Exercise details – Search the data for the string "roads" and gather each line it is in.

[Items listed in a dataset]
------

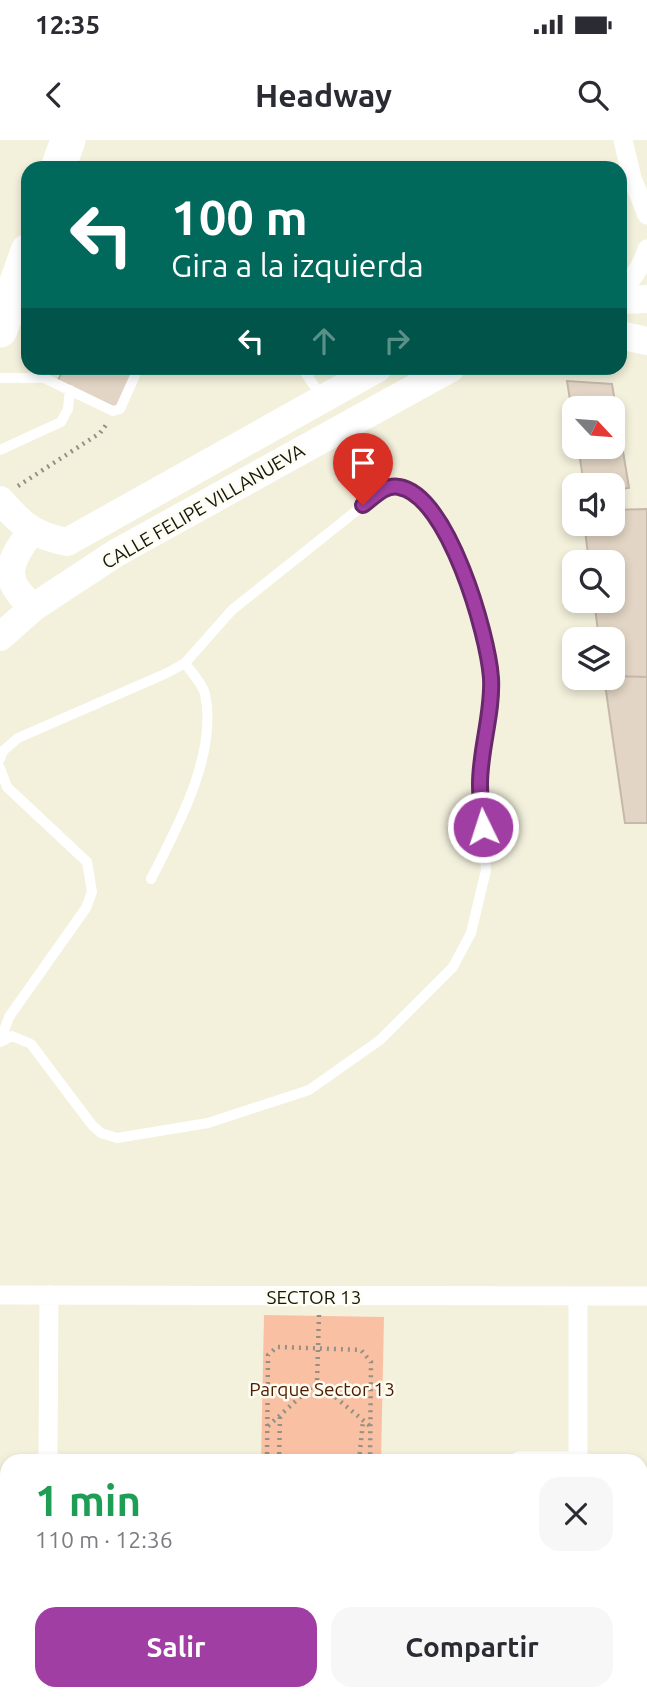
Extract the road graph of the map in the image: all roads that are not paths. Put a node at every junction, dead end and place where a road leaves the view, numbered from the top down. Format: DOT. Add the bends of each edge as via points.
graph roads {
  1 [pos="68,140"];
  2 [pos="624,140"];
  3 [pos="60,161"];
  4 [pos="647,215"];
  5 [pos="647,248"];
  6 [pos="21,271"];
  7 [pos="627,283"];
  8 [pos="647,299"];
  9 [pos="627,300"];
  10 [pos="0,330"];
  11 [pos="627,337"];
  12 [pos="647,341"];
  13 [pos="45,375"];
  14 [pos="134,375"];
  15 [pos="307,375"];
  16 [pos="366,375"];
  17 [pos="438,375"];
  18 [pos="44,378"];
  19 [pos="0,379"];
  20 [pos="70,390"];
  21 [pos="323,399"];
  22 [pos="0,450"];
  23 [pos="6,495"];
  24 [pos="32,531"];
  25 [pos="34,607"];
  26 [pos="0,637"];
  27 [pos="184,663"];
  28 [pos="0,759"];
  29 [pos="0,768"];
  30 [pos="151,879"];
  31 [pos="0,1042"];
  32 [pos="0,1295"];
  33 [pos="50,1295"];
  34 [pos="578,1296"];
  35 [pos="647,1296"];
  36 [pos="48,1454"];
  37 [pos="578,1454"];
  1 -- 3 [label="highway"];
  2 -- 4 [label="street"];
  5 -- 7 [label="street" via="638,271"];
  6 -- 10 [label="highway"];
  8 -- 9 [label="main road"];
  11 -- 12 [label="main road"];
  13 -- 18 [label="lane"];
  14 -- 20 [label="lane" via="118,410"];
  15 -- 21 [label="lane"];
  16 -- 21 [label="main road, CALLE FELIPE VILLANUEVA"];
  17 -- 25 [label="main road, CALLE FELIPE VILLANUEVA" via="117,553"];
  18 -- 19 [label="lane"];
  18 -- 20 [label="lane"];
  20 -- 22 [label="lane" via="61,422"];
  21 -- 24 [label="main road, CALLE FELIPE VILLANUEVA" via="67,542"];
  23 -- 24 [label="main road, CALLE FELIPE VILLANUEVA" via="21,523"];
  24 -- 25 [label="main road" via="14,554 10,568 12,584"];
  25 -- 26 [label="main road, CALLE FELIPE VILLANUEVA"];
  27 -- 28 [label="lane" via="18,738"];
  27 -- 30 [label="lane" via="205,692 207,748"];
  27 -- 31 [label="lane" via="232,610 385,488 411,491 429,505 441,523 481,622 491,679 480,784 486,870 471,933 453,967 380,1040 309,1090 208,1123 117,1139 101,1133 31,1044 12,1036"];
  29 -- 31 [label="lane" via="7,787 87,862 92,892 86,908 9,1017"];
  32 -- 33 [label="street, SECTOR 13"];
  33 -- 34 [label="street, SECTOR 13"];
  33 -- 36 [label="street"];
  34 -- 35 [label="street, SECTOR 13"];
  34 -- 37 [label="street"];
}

------

Output for this exercise –
Extract the road graph of the map in the image: all roads that are not paths. Put a node at every junction, dead end and place where a road leaves the view, numbered from the top down. Format: DOT. Add the bends of each edge as via points.
graph roads {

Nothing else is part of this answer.